1 . shorters can't close thier position: the shorters will be at risk to not be able to close thier debt position . only if they buy the ercAsset above the price the attacker set. which likelly will be the attacker ask.
2. Limited Order Creation: Users are restricted from creating asks (both limit and market) and setting shorts limits below the price set by the attacker. This restriction significantly hampers market activities since there's no incentive for legitimate bidders to buy the pegged asset at an inflated price.

3. Blocked Order Book Functionality: Bids placed below the attacker's price will never match with any asks, effectively blocking the entire order book from functioning below the attacker's specified price.
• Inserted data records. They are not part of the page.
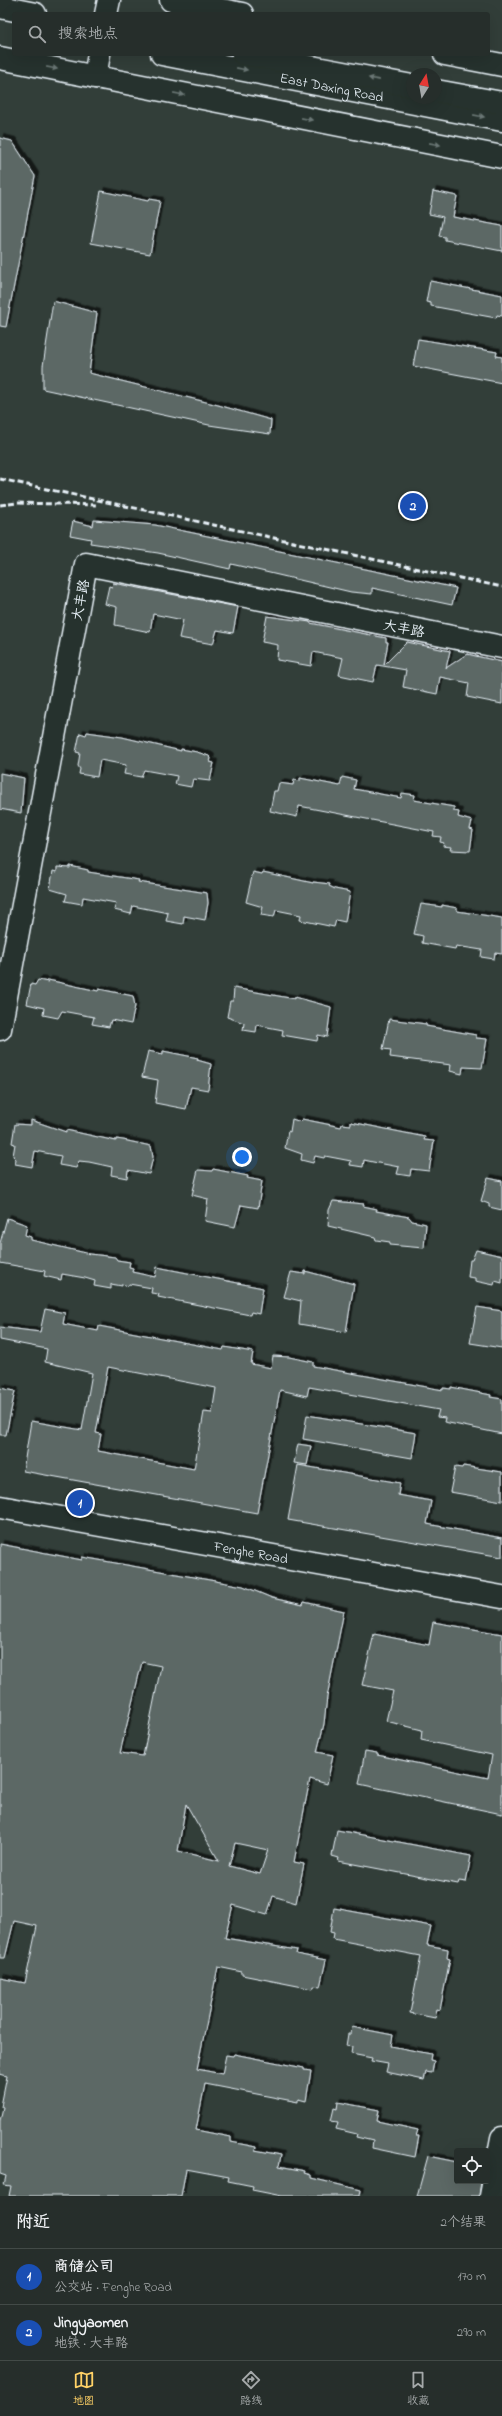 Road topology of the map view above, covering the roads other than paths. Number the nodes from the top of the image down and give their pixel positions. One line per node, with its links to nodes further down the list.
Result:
1 (108, 0): 5 (main road)
2 (171, 0): 6 (main road)
3 (0, 7): 4 (main road)
4 (25, 12)
5 (106, 12)
6 (232, 12)
7 (0, 22): 8 (main road)
8 (12, 25)
9 (99, 56): 15 (main road)
10 (172, 56): 19 (main road, East Daxing Road, one-way to 19)
11 (254, 56): 16 (main road, East Daxing Road, one-way to 11)
12 (455, 56): 14 (main road)
13 (0, 58): 15 (main road, one-way to 15)
14 (502, 65)
15 (95, 77): 20 (main road, one-way to 20)
16 (406, 85)
17 (442, 91): 18 (main road)
18 (502, 103)
19 (502, 120)
20 (502, 157)
21 (502, 647): 22 (main road, 大丰路)
22 (0, 1029)
23 (0, 1507): 24 (main road, Fenghe Road)
24 (502, 1597)
25 (502, 2138): 26 (main road)
26 (491, 2196)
This obstruction disrupts the natural trading process and prevents legitimate buyers and sellers from interacting in the market.

4. Impaired Liquidation Process: The primary liquidation mechanism becomes impractical because it relies on creating a forceBid, which behaves like a regular bid order. However, these force bids, similar to other bids, won't match due to the artificially inflated price. Consequently, the primary liquidation process is rendered ineffective, preventing the clearing of outstanding positions and increasing the risk of market instability.

5. users who tried to create an ask or short limit. will pay a high gas fee . and the transaction will revert at the end.

Tool used

Manual Review

Recommendation

I would recommend Adding a limit orders to match in the algorithm. that not exceed the block limit gas.